Discussion in 'Online & DL Teaching' started by Kizmet, Mar 9, 2018.

  1. Kizmet

    Kizmet Moderator

  2. Johann

    Johann Well-Known Member

    That professor has the luxury of choice. He teaches on-campus and prefers teaching that way. Good for him. There is always a supply of people with plenty of teaching ability, who either can't find on-campus jobs -- or prefer online teaching. They need to make a living, too. Not every teacher (or indeed, every student) requires - or enjoys - personal contact as much as the writer of this article. I know from personal experience there are fine instructors who find they do their best work when not confronted with "awkward silences," or other in-person teaching experiences considerations the writer of this article enjoys.

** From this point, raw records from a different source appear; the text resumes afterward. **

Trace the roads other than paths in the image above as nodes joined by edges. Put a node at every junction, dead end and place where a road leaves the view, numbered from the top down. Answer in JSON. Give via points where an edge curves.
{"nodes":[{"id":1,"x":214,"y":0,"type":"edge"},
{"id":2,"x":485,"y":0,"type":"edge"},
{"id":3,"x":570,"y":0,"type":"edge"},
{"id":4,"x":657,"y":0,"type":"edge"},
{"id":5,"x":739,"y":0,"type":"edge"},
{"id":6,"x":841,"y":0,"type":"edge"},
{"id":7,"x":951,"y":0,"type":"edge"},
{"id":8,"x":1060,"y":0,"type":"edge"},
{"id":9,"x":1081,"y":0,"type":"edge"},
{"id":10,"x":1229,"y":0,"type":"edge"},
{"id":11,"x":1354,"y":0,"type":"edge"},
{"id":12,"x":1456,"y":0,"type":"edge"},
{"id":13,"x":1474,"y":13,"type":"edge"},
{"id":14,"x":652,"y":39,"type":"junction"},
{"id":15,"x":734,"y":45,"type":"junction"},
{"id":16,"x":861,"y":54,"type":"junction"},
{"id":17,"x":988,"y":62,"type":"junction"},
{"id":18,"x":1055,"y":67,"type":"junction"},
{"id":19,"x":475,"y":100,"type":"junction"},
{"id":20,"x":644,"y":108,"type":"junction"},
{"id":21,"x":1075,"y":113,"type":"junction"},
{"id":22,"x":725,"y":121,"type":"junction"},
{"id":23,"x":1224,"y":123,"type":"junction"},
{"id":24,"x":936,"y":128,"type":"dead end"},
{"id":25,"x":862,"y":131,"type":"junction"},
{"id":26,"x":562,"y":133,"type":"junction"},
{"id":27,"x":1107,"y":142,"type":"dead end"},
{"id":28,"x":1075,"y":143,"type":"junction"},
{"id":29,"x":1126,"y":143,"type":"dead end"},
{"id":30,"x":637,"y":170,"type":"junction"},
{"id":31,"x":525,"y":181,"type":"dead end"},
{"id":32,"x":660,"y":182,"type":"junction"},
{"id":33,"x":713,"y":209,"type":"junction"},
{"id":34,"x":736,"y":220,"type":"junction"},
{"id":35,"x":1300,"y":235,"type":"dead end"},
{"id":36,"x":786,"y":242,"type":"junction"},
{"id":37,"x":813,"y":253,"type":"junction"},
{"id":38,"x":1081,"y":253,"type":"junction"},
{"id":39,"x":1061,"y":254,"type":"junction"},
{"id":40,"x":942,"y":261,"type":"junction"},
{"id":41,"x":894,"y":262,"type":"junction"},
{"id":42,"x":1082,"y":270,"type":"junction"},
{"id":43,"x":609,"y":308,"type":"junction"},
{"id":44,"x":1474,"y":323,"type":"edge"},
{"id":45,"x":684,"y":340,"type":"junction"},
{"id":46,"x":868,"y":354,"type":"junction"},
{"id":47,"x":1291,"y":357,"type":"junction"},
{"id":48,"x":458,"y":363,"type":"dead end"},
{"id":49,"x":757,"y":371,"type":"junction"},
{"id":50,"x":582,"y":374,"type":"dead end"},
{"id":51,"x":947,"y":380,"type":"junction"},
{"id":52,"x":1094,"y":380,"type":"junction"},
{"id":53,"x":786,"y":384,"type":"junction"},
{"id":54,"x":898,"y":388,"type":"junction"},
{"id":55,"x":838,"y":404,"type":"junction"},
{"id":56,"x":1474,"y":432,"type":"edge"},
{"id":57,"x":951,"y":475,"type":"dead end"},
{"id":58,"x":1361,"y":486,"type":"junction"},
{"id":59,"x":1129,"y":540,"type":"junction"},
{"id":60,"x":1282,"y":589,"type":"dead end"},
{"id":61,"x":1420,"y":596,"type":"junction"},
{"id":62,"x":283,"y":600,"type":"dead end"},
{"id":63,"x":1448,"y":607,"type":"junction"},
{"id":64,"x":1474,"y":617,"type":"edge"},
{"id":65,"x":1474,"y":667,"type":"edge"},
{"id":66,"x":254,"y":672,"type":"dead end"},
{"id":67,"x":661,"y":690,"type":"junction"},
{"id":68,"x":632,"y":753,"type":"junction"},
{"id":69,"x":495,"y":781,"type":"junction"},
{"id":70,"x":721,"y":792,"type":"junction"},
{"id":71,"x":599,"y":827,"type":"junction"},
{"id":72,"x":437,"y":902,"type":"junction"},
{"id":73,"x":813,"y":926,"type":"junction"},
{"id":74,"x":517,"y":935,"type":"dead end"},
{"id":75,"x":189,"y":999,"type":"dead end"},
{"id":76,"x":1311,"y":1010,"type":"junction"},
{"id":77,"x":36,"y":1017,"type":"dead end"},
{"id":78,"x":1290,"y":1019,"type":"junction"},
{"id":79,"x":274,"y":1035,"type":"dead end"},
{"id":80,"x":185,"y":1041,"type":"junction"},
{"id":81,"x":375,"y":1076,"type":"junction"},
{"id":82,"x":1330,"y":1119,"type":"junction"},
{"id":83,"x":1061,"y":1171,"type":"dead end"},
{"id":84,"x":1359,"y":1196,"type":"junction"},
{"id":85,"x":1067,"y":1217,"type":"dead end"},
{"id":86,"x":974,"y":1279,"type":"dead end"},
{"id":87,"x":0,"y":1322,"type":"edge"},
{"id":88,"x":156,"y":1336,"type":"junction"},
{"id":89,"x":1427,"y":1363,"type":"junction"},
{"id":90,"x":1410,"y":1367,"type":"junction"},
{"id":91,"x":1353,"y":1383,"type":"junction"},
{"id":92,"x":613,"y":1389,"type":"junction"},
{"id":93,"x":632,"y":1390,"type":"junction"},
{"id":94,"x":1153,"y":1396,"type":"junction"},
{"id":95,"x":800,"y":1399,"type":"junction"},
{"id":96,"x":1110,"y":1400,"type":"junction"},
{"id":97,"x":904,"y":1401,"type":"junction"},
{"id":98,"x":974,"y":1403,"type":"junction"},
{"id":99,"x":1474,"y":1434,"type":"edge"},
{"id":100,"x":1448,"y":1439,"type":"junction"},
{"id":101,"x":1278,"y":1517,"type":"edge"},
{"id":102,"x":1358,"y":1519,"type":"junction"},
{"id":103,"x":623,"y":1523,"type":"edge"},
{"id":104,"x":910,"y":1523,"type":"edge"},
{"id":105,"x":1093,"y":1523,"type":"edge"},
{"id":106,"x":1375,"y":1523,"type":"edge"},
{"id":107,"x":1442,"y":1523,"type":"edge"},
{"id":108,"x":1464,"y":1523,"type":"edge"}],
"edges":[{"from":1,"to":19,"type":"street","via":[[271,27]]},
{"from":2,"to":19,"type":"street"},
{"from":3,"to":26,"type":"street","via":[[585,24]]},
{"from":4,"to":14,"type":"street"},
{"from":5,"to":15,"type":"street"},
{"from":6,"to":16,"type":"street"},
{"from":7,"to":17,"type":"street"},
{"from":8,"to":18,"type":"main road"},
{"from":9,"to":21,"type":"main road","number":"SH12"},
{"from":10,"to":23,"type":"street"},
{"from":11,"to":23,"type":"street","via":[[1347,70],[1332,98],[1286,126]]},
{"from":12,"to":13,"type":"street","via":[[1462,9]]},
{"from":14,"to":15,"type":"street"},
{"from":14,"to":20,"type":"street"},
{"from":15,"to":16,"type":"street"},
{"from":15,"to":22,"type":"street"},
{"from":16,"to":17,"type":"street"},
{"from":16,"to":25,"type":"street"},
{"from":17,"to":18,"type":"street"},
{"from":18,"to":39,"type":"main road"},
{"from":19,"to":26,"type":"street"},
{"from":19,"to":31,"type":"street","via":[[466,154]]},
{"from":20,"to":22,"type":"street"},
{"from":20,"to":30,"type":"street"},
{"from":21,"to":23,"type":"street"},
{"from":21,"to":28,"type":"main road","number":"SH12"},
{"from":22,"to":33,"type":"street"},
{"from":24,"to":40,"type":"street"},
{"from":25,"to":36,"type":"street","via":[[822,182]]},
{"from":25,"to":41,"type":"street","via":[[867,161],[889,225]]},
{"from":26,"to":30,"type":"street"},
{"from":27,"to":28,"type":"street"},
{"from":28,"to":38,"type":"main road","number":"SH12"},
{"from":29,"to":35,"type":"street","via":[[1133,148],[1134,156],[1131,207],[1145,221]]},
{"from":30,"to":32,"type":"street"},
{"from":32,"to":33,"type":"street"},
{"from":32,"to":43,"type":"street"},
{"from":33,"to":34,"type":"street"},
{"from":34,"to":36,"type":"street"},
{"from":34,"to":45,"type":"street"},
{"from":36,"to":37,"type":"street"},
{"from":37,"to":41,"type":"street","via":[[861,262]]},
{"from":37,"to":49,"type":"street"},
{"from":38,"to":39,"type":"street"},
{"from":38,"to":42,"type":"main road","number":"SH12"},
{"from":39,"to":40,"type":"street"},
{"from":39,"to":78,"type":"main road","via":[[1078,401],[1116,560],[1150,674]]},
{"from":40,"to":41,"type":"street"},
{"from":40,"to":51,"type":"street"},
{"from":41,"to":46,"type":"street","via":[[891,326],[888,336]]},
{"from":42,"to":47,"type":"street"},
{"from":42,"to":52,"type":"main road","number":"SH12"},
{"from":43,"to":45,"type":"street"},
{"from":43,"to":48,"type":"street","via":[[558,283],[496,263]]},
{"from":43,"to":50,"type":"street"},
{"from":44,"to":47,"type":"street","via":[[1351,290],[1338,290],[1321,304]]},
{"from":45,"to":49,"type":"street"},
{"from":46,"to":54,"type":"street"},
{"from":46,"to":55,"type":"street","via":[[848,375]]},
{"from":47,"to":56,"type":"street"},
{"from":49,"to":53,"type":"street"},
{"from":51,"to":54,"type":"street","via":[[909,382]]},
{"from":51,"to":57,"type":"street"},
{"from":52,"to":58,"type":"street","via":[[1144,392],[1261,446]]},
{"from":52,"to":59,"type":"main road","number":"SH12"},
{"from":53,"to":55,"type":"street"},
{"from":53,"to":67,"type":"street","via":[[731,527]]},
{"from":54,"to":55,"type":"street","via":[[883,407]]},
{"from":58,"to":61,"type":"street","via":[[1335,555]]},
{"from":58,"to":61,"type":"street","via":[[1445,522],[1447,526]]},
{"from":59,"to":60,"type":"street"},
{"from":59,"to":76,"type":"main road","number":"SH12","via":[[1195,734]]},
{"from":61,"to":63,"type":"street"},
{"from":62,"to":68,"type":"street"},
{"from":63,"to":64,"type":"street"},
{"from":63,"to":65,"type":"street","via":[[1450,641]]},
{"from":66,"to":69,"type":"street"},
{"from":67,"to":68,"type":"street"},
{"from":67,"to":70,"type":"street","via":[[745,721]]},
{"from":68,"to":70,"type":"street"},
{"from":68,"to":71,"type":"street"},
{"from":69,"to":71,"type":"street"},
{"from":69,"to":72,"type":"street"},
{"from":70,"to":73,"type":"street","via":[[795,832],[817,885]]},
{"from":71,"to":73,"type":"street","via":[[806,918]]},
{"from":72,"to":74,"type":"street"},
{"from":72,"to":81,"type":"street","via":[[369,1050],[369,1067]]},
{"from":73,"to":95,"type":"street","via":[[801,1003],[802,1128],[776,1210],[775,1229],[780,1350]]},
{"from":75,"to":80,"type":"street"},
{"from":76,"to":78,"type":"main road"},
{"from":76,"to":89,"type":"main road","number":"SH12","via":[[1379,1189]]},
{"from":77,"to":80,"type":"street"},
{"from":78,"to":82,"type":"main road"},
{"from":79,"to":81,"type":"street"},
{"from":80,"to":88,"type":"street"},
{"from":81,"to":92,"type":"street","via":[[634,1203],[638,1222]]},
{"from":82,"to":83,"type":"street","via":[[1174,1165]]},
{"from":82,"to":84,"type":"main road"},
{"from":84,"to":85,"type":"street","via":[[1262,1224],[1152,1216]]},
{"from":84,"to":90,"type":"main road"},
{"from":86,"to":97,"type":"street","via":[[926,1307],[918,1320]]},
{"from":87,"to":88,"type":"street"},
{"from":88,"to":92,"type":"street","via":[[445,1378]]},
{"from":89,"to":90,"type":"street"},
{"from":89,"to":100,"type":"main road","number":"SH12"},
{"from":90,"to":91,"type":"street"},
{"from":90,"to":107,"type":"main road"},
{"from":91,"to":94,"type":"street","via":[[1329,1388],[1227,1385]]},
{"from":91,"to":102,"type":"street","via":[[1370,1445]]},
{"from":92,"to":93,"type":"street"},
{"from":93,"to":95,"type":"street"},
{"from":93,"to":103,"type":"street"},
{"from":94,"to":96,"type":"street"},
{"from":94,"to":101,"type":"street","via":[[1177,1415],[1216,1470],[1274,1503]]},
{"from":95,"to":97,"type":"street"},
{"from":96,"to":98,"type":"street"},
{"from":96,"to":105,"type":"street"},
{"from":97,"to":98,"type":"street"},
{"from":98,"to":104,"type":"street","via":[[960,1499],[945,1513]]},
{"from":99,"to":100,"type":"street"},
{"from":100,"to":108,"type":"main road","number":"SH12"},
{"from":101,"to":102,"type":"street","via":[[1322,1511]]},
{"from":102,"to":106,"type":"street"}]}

    Not every teacher needs the design of a backpack, or droplets on a water bottle, etc. to impart the day's lesson. If you like or need it, fine. Use it when it's there. If you can get the job done without such stimuli -- great. Must be awful to have a "bad backpack" day!
    Last edited: Mar 9, 2018
    Abner likes this.
  3. SteveFoerster

    SteveFoerster Resident Gadfly Staff Member

    I'll say here what I said there: He doesn't have to give serious consideration to advancements in the tools of his trade. He's tenured.
    PhD Stud likes this.
  4. Abner

    Abner Well-Known Member

    I "liked" the above quote, but I got to admit my college days at B&M college were the best! Backpack and all! :)
  5. Johann

    Johann Well-Known Member

    Abner, I've done in-seat (nights) and distance, too. As you do, I prefer B&M - but I'll take either and many prefer distance. It's the same with instructors. Takes all kinds. As Steve said, the prof. who wrote the article is tenured - so he doesn't have to do anything he doesn't want to. Well, goody for him.

    These days, I seem to spend more time on the college campus than I did when taking classes! But that (hopefully) will change, come next fall. Looks like I'll be back in a classroom (elsewhere) then, finally turning my full attention to the study of Polish - something that has been on the back burner for far too long, sandwiched between learning Islamic finance, Gypsy guitar and a bit of electronics. Time I got serious.
    Last edited: Mar 12, 2018
    Abner likes this.
  6. Abner

    Abner Well-Known Member

    Wow! Polish, that's great. Have fun
  7. Kizmet

    Kizmet Moderator

  8. jonlevy

    jonlevy Active Member

    One reason not to teach online is the bad pay and nonexistent benefits. Another are the canned courses and robotic rubrics that turn you into an extension of a grading machine filling out forms no one will ever read. Need more excuses, the administrators are usually failed lawyers or EdDs or someone's buddy.
  9. maglotus444

    maglotus444 New Member

  10. FTFaculty

    FTFaculty Well-Known Member

    Online's great for the right student, more mature students, self-starters, grad students. Online can be a dumpster fire for the traditional student, the 18 to 22 year-old kid who often ignores his or her online class until missed assignments pile up and they're sunk. Have found that unless I pester online undergrad students regularly with emails and class announcements and make quizzes due frequently, I lose a good chunk of them and get these freaky bimodal distributions where the self-starters get their normal solid grades, but virtually everyone who's marginal in any way defaults straight down to an F.
    Jahaza likes this.
  11. PhD Stud

    PhD Stud New Member

    So much for "offline" education nowadays:

  12. SteveFoerster

    SteveFoerster Resident Gadfly Staff Member

    I know Macs are popular these days, but if that's not staged then I'll be a monkey's uncle.